As we get closer to the PlayStation 4 and Xbox One reaching seven years on the market, fans have begun to speculate about what the next-generation of gaming consoles will look like. Both Microsoft and Sony have been rather silent on this front for the most part, but a new article from Wired has changed that. In an exclusive interview with Mark Cerny, lead system architect for the PlayStation 4, we’ve been given a tiny look at what Sony has planned for their “untitled” next generation machine.
The interview goes into detail on a number of things, starting with explaining that the CPU will be a third-generation AMD Ryzen chip with eight cores of 7nm Zen 2, while the GPU will be customized, but based on Radeon Navi micro-architecture. The AMD chip supports 3D audio, allowing for immersive sound that can feel like it’s coming from any direction. Though this sounds like it would require a special audio system, they specify no additional purchase other than the system will be “necessary”, but that the best audio will come from usage of headphones.
Though when Cerny designed the PlayStation 4 he didn’t seem overly concerned with Raytracing, the technique that models the way light travels to create more realistic and complex 3D environments, this time around both he and Sony have completely embraced the technology, and the interview discusses all the benefits of using Raytracing to advance game design.

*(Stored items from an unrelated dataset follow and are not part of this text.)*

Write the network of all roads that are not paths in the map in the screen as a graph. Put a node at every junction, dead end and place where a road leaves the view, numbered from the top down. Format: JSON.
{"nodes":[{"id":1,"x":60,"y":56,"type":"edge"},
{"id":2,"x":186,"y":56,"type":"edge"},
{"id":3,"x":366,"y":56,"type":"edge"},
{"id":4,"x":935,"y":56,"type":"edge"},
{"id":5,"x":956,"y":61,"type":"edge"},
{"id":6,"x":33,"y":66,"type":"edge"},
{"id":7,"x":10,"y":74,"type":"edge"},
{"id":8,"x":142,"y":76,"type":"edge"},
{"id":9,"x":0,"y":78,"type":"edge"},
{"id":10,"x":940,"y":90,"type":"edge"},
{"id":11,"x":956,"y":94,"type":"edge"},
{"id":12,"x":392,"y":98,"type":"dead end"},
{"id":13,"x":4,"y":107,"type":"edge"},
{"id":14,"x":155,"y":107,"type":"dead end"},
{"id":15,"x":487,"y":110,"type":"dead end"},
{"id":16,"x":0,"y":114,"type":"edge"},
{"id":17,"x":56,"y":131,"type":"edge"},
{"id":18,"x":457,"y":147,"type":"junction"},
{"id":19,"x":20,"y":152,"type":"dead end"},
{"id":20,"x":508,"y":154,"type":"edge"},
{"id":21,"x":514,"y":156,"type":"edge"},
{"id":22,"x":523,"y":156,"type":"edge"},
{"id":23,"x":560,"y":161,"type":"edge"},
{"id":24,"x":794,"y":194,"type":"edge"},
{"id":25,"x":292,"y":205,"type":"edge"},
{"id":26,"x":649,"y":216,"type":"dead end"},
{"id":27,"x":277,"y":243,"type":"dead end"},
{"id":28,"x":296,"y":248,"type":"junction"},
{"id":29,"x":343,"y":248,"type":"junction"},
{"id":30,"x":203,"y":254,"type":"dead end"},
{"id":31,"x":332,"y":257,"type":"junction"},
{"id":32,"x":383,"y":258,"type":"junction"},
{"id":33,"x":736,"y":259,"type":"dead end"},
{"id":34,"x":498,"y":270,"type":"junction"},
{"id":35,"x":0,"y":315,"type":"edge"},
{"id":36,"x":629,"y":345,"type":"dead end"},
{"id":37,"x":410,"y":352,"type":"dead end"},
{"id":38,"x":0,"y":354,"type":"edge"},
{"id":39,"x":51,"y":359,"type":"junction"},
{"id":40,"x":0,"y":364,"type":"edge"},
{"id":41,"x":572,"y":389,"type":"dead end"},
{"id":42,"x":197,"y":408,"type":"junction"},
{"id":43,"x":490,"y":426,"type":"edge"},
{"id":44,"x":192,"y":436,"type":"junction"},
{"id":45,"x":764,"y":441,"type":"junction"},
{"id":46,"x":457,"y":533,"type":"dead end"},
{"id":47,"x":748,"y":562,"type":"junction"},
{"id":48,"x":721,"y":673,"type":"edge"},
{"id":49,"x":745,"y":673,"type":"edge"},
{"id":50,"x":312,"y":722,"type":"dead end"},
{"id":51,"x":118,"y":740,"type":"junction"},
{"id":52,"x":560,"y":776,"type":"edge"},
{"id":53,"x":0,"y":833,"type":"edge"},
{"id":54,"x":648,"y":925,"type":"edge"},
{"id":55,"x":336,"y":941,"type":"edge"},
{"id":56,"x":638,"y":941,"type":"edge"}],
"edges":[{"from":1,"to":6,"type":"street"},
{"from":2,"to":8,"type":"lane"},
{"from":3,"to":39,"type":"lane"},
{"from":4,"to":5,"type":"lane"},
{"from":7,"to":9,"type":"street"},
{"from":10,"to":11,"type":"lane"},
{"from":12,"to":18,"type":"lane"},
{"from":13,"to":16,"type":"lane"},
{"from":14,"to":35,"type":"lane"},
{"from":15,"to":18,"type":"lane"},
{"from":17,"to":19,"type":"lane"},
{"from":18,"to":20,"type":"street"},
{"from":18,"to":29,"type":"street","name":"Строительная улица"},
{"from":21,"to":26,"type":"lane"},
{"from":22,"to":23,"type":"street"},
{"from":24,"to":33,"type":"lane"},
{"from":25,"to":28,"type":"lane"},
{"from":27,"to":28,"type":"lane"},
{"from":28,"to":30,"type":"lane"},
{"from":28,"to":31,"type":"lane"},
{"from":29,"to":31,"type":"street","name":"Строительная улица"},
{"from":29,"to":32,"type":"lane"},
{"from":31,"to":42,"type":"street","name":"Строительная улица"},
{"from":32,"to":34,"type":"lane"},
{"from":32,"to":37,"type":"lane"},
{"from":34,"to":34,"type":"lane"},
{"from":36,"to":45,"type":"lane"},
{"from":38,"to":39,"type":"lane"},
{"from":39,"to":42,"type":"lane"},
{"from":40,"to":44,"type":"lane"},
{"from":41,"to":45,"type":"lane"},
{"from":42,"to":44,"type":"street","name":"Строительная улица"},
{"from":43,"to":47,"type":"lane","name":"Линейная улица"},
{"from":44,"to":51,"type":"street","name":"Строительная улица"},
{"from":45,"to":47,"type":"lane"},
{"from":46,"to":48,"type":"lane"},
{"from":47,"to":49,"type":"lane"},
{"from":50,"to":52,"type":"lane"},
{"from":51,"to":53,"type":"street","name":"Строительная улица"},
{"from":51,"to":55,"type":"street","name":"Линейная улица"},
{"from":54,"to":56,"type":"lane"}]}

Most surprising of all however is the addition of Solid State Drives to the next-generation PlayStation. They’ve gone the extra mile to put a specialized “SSD+” in the new system, reducing travel (and fast travel) times at a geometric rate. In the article, they discuss going from fifteen seconds for fast travel in Sony and Insomniac’s Spider-Man to 0.8 seconds.
Still, the biggest two bombshells are saved for last. As it stands, the next PlayStation will both support physical, disc-based media and be backwards compatible with PlayStation 4 games. These have been two of the biggest discussions about next-generation systems–whether they will go all digital and whether the more common x86 architecture would allow Sony to go for proper backwards compatibility, and it seems Sony is once again answering in the affirmative.
This Wired interview features an almost unprecedented amount of information for a console that’s over a year from release. However, there’s still plenty of questions left to be asked about the future of Sony PlayStation. (As the article astutely points out, we don’t even know what the system is called, though it’s most likely the PlayStation 5.) There’s no information about what the system’s launch line-up will be–the PlayStation 4 had a lot of problems if players weren’t interested in indie games and cross-gen sports titles. They didn’t talk about what apps would be available on the console either–Netflix, Hulu, Spotify, and other applications were big six years ago, and they’ve only become a bigger deal since then, when the PS4 launched with absolutely none of the functionality of its older brother.
Of course, there’s the biggest question hanging in the air as well: what’s this thing going to cost? The system specs read like a dream for every techie fanboy, with it’s RyZen CPU and it’s Raytracing and backwards compatibility and it’s Solid State drives–it seems unlikely they’ll be able to hit that $399 sweet spot that made the PlayStation 4 fly off the shelves. As everyone else prepares to make their big moves for 2020, Sony’s going to need to come up with the right answers for every single one of these questions, because as fun as all this new technology sounds, that’s never been what moved the most consoles. Still, it’s hard to argue that this is a good start, and it’s smart of Sony to get out ahead of any potential leaks and drop pretty much anything relevant themselves to kick off the road to the ninth generation.